Still, ever since I was young, I had a calling for the West Coast, and that eventually led me to San Diego, where I found my passion for green design. In San Diego, I worked for a company called TKG (now known as EXP). I got involved in their “green team” and got really inspired by the region’s forward-thinking approach to green design. From there, I was hooked. There was no looking back for me.

Why is green design such a natural fit for you?
Critical thinking and technical acumen are both incredibly important in green building. A lot of people don’t realize that 48% of LEED credits are technical in nature. So for me, it’s a great challenge to use my design skills to try to put that green puzzle together for a given project. P2S is a company that lives the green design ethos, and in fact many of the LEED requirements I work with on any given day are things we are already do at P2S on any project we undertake. In that sense, green design — and P2S in particular — are both great fits for me.

Describe your general approach to a green design project.
For me, it usually comes down to three main components.

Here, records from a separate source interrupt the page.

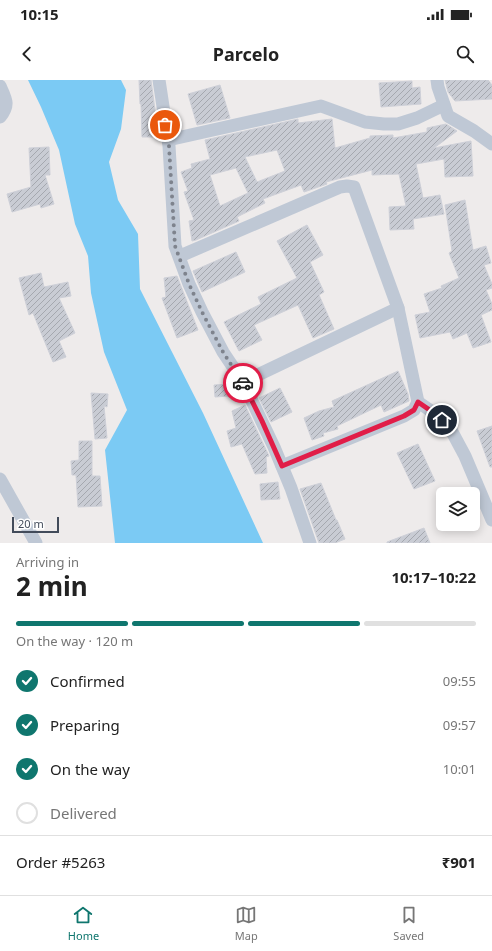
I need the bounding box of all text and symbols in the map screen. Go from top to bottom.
text: 10:15 [20,4,59,24]
text: Parcelo [213,42,279,66]
icon: back [16,43,38,65]
icon: search [454,43,476,65]
pin [148,108,182,142]
icon: bag [154,114,176,136]
courier [223,363,263,403]
icon: car [232,372,254,394]
pin [425,403,459,437]
icon: home [431,409,453,431]
map controls [436,487,480,531]
button: layers [436,487,480,531]
scale bar [12,515,59,534]
text: 20 m [18,516,44,531]
text: Arriving in [16,553,79,571]
text: 10:17–10:22 [391,567,476,587]
text: 2 min [16,568,88,604]
text: On the way · 120 m [16,632,133,650]
icon: check [16,670,38,692]
text: Confirmed [50,671,125,691]
text: 09:55 [443,672,476,690]
icon: check [16,714,38,736]
text: Preparing [50,715,120,735]
text: 09:57 [443,716,476,734]
icon: check [16,758,38,780]
text: On the way [50,759,130,779]
text: 10:01 [443,760,476,778]
text: Delivered [50,803,117,823]
text: Order #5263 [16,852,105,872]
text: ₹901 [442,852,476,872]
tab: Home [68,904,99,943]
tab: Map [235,904,258,943]
tab: Saved [393,904,424,943]

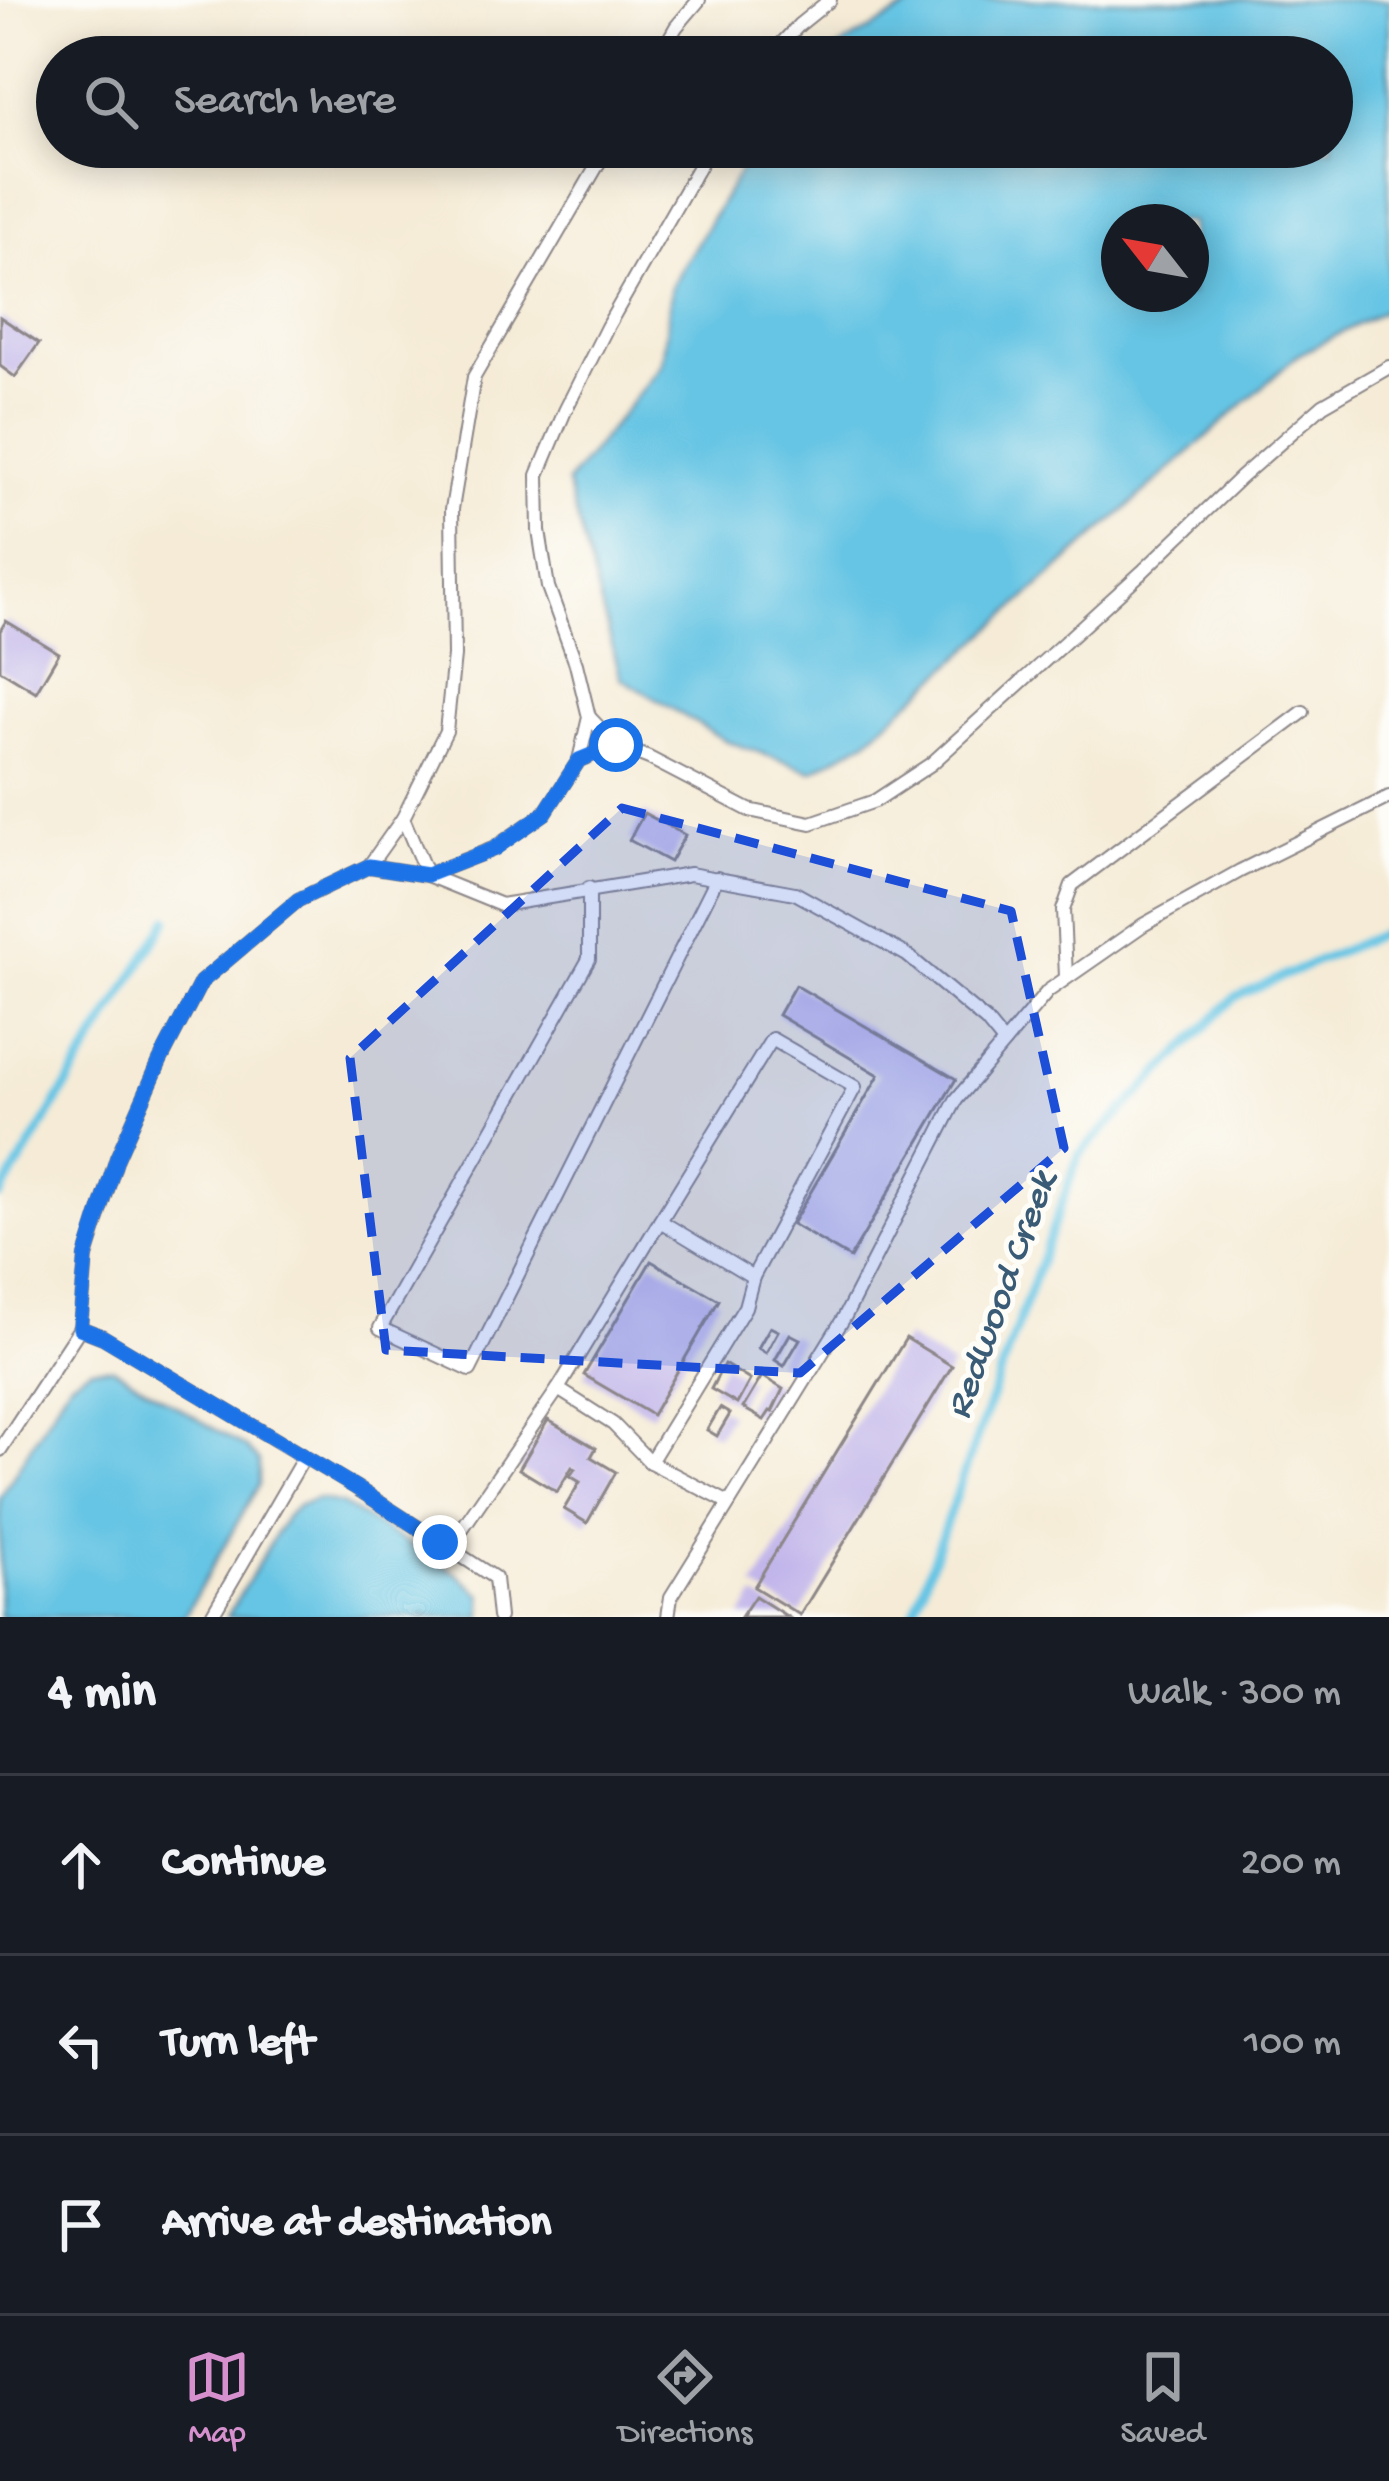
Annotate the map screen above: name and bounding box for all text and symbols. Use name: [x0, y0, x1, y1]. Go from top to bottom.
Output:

First, I look at any passive means of sustainability available for the project. This includes things like the orientation of building, the ability to limit loads in the building, and the envelope construction. Creating a “smart” foundation by greening these passive components is incredibly important.

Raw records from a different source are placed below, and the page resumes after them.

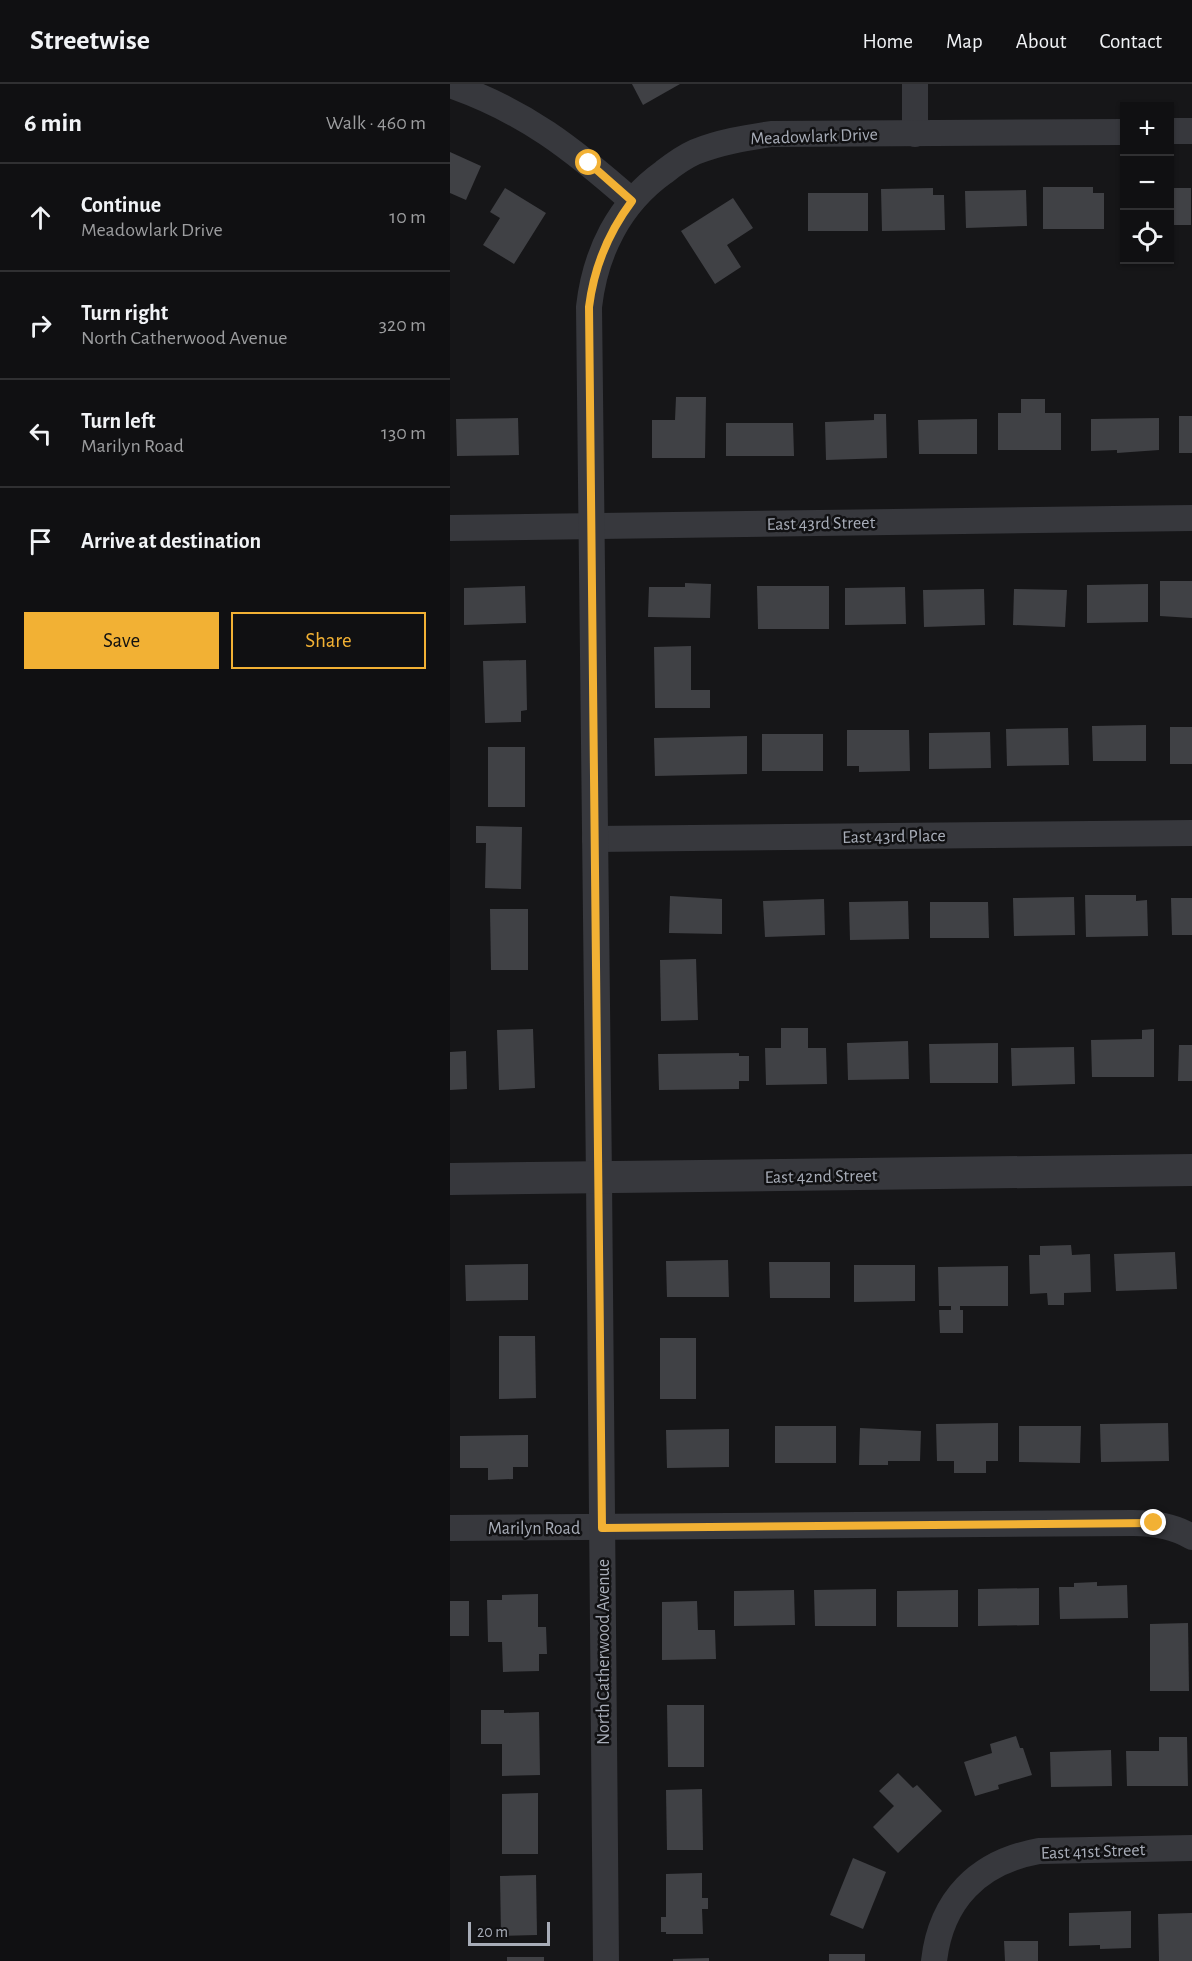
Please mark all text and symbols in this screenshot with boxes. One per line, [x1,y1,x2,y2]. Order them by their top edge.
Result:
text: Streetwise [30,27,150,55]
text: Home [862,31,913,52]
text: Map [946,31,983,52]
text: About [1016,31,1066,52]
text: Contact [1099,31,1162,52]
map controls [1120,102,1174,264]
button: + [1120,102,1174,156]
text: 6 min [24,110,82,136]
text: Walk · 460 m [326,113,426,133]
street label: Meadowlark Drive [750,126,878,148]
route start [575,149,601,175]
button: − [1120,156,1174,210]
text: Continue [81,194,161,216]
icon: ahead [24,201,57,234]
text: 10 m [389,207,426,227]
button: locate [1120,210,1174,264]
text: Meadowlark Drive [81,220,223,240]
text: Turn right [81,302,168,324]
icon: right [24,309,57,342]
text: 320 m [379,315,426,335]
text: North Catherwood Avenue [81,328,288,348]
text: Turn left [81,410,155,432]
icon: left [24,417,57,450]
text: 130 m [381,423,426,443]
text: Marilyn Road [81,436,184,456]
street label: East 43rd Street [767,514,876,534]
icon: arrive [24,525,57,558]
text: Arrive at destination [81,530,261,552]
button: Save [24,612,219,669]
button: Share [231,612,426,669]
street label: East 43rd Place [842,827,946,847]
street label: East 42nd Street [764,1167,878,1187]
route end [1140,1509,1166,1535]
street label: Marilyn Road [488,1520,580,1538]
street label: North Catherwood Avenue [595,1559,613,1745]
street label: East 41st Street [1040,1841,1146,1863]
scale bar [468,1919,550,1946]
text: 20 m [477,1924,508,1940]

Second, I look at designing efficient mechanical systems. In doing so, I always look at the tradeoffs between efficiency and complexity and how those things could impact my specific client. For instance, UV lighting is highly efficient, but it also requires a lot of maintenance. Does my client have the staff and financial resources to take care of the maintenance? That is why life cycle cost is so important. We look at the total value and feasibility of the green solutions we suggest, and whether they make sense for each specific owner.

Lastly, we look at renewable and regenerative energy options. If you’re doing steps 1 and 2 well, you don’t need as much energy to be generated. That’s why it’s so important to look at the design process from a holistic perspective.

Collaboration is important on all engineering projects. Do you think it’s even more important in green design?
Absolutely. In sustainable design, collaboration needs to happen at the very beginning. For instance if our goal is to design a building that is 30% above the energy code, it is critical to ensure that all components are holding their own in the design process – from the orientation of the building to the mechanical systems and renewable power. Otherwise the other elements are forced to make up for the loss in the other areas of the design.

What are you most excited about as you look toward the future of green design?
There are so many impressive technologies and advancements coming down the line, including lighting controls and building materials. For instance, there is now a phase-change material, which is capable of storing and releasing large amounts of energy. It essentially acts as a thermal mass to smooth out the temperature swings in a space thus reducing peak design load profiles. It also provides load shifting capabilities to reduce energy costs. That’s a pretty amazing technology that can improve comfort – and also help save the planet. How much more exciting does it get?

What’s your life like outside of P2S?
When I lived in San Diego, I met my wife, Erica, and we now have two children, Hayden and Harper. When I’m not out in the field or in the office, I enjoy soccer, snowboarding and triathlons.